Chapter 2 : Marriage Negotiations
Negotiations recommenced in 1585, with Frederick’s opening gambit being to send an ambassador with a ship of 120 tons as a gift to James. This was quickly reported from the Scottish court to the English and the English ambassador in Edinburgh received instructions to call upon the Danish ambassador, in recognition of Queen Elizabeth’s friendship for that country – in reality, to find out what was going on.
The Danish delegation, consisting of two accredited ambassadors, named Parsberg and Billon, and a lawyer (Dr Theophilus), were granted an audience by James at Dunfermline. Their official mission was to request the return of Orkney and Shetland on payment of the outstanding 50,000 ducats from Margaret of Denmark’s dowry.
In February 1586, Queen Mary said that she had heard James had sent a rich jewel to Denmark as a token of his intentions.
By May 1586, James was preparing his own embassy to send to Denmark. On 20th June, Peter Day set forth from Dundee, arriving at Elsinore in Denmark on 26th of the month. On his arrival, he found that Frederick was away, involved in marriage negotiations for other family members in Saxony. He had, however, left orders that any ambassadors arriving in his absence were to be rested for several days, and then sent on to Copenhagen to be greeted by the Danish Lord Treasurer. Queen Sophie, together with Anne and her siblings, and the Duke and Duchess of Mecklenburg-Gustrow, were at Frederiksborg. The building Anne knew was replaced by the current palace by her brother in the early seventeenth century.
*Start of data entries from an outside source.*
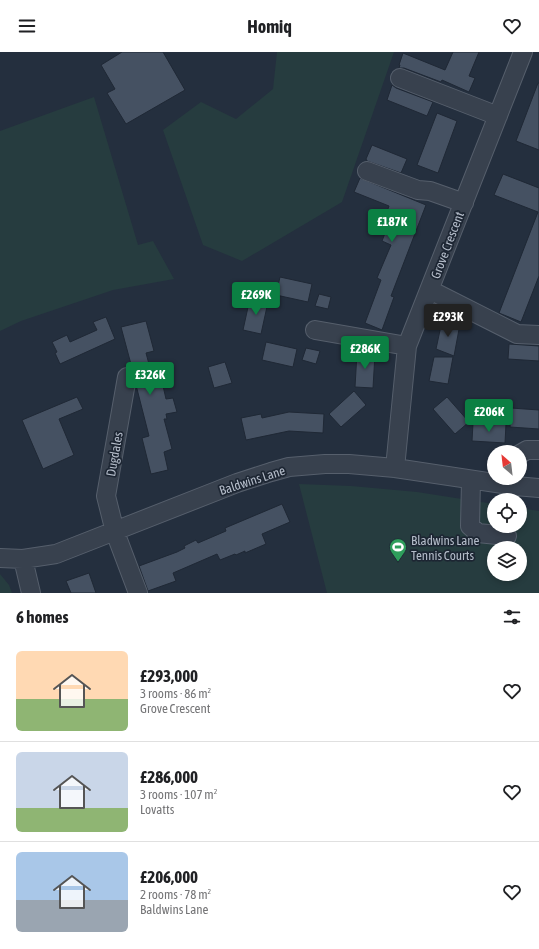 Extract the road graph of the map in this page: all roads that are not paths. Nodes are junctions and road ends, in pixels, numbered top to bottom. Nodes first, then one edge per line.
1 (523, 52) edge
2 (400, 78) dead end
3 (498, 116) junction
4 (367, 170) dead end
5 (464, 203) junction
6 (430, 290) junction
7 (315, 330) dead end
8 (539, 335) edge
9 (407, 346) junction
10 (127, 377) dead end
11 (527, 450) edge
12 (539, 450) edge
13 (395, 468) junction
14 (471, 480) junction
15 (487, 481) edge
16 (527, 485) edge
17 (539, 488) edge
18 (115, 532) junction
19 (507, 536) dead end
20 (0, 558) edge
21 (23, 560) junction
22 (31, 593) edge
23 (138, 593) edge

1 - 3 street, Grove Crescent
2 - 3 street
3 - 5 street, Grove Crescent
4 - 5 street
5 - 6 street, Grove Crescent
6 - 8 street
6 - 9 street, Grove Crescent
7 - 9 street
9 - 13 street, Grove Crescent
10 - 18 street, Dugdales
11 - 12 street
13 - 14 street, Baldwins Lane
13 - 18 street, Baldwins Lane
14 - 15 street, Baldwins Lane
14 - 19 street
16 - 17 street, Baldwins Lane
18 - 21 street, Baldwins Lane
18 - 23 street, Dugdales
20 - 21 street, Baldwins Lane
21 - 22 street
In August 1587, a further embassy was sent, and returned with the news that Frederick would agree to a match, but only on the proviso that there should be no attempt by James to hasten his succession in England. Frederick preferred James to take Anne, as Elizabeth was already half-promised elsewhere, although, if that match fell through, James could choose for himself. The ambassadors were not permitted to see either Queen Sophie or the princesses.
This lukewarm reception from Denmark led the Scottish informer of Sir Francis Walsingham, one of Elizabeth’s chief ministers, to think that James would turn his attention to a Spanish marriage.
Relationships had deteriorated between Scotland and England after the execution of Mary, Queen of Scots, and in October 1587, Elizabeth wrote to Archibald Douglas, 8th Earl of Angus, who had spent some time as an exile in England, that she was shocked and disappointed to hear that James, under the pretext of discussing a marriage, had asked Frederick to harry English shipping. Whether or not such a request had been made, Frederick certainly did not want to become embroiled in a quarrel with England and is reported to have rejected the notion.
Whether such a rebuff was, in fact, received, James was not fixed on the idea of a Danish match and he was willing to consider other possible alliances, including with the Duke of Lorraine’s daughter, a Princess of Spain, or, most likely to appeal to his subjects, the Calvinist Catherine of Bourbon, sister of King Henri of Navarre.
There is a long explanation of the necessity for James to marry and the pros and cons of the various princesses available in the Calendar of State Papers for Scotland Vol 8 No. 568. It is clearly written by someone with strong ties to Navarre – perhaps the paper rehearses the arguments that were to be used to persuade James to marry Catherine. In particular her dowry was superior to that of the Danish princesses, consisting of revenues as well as immediate cash, whilst their dowries were cash only. Additionally, the King of Denmark could not offer so much largesse to the Scots nobles as Henri of Navarre would, should he become King of France, which was widely anticipated.
Finally, the writer proposed what he obviously sees as a clinching argument – in the event of the death of Queen Elizabeth of England, James would need strong support to maintain his claims to inherit her throne. France would be both more able, and more willing, to help him. These of course, would be the very reasons why Elizabeth would dislike a marriage with Navarre, despite Catherine being a Calvinist.
In April 1588, King Frederick died. Anne’s brother was now proclaimed as King Christian IV, but aged only eleven, he was in no position to rule himself. Whilst Queen Sophie sought to be Regent, this was refused, and a Regency Council was implemented instead, although Sophie gained the position of Regent of Schleswig-Holstein in 1590. The Regency Council continued its negotiations for the marriages of the princesses.
By November 1588, it was agreed that Anne’s elder sister was to be despatched in marriage to the Duchy of Brunswick-Wulfenbuttel, and negotiations with Scotland were now centred on Anne, who was to have a fine dowry.
In December 1588, it was reported to Walsingham by his secret correspondent, Robert Aston, that Colonel Stewart, a close associate of James’, had been to Denmark about the King’s marriage. Stewart was pushing it forward and it was likely to take place, Aston thought, although he had also heard that the Danish Council recommended that Elizabeth I’s express approval should be given, although they would still continue with the matter, even if she did not grant her blessing.
James himself was not eager to marry, but his Council was putting pressure on him. Apparently he ‘never regardes the company of any woman, not so much as in any dalliance.’ The majority of the Scots Council favoured a match with Denmark, although there was minority support for Catherine of Bourbon.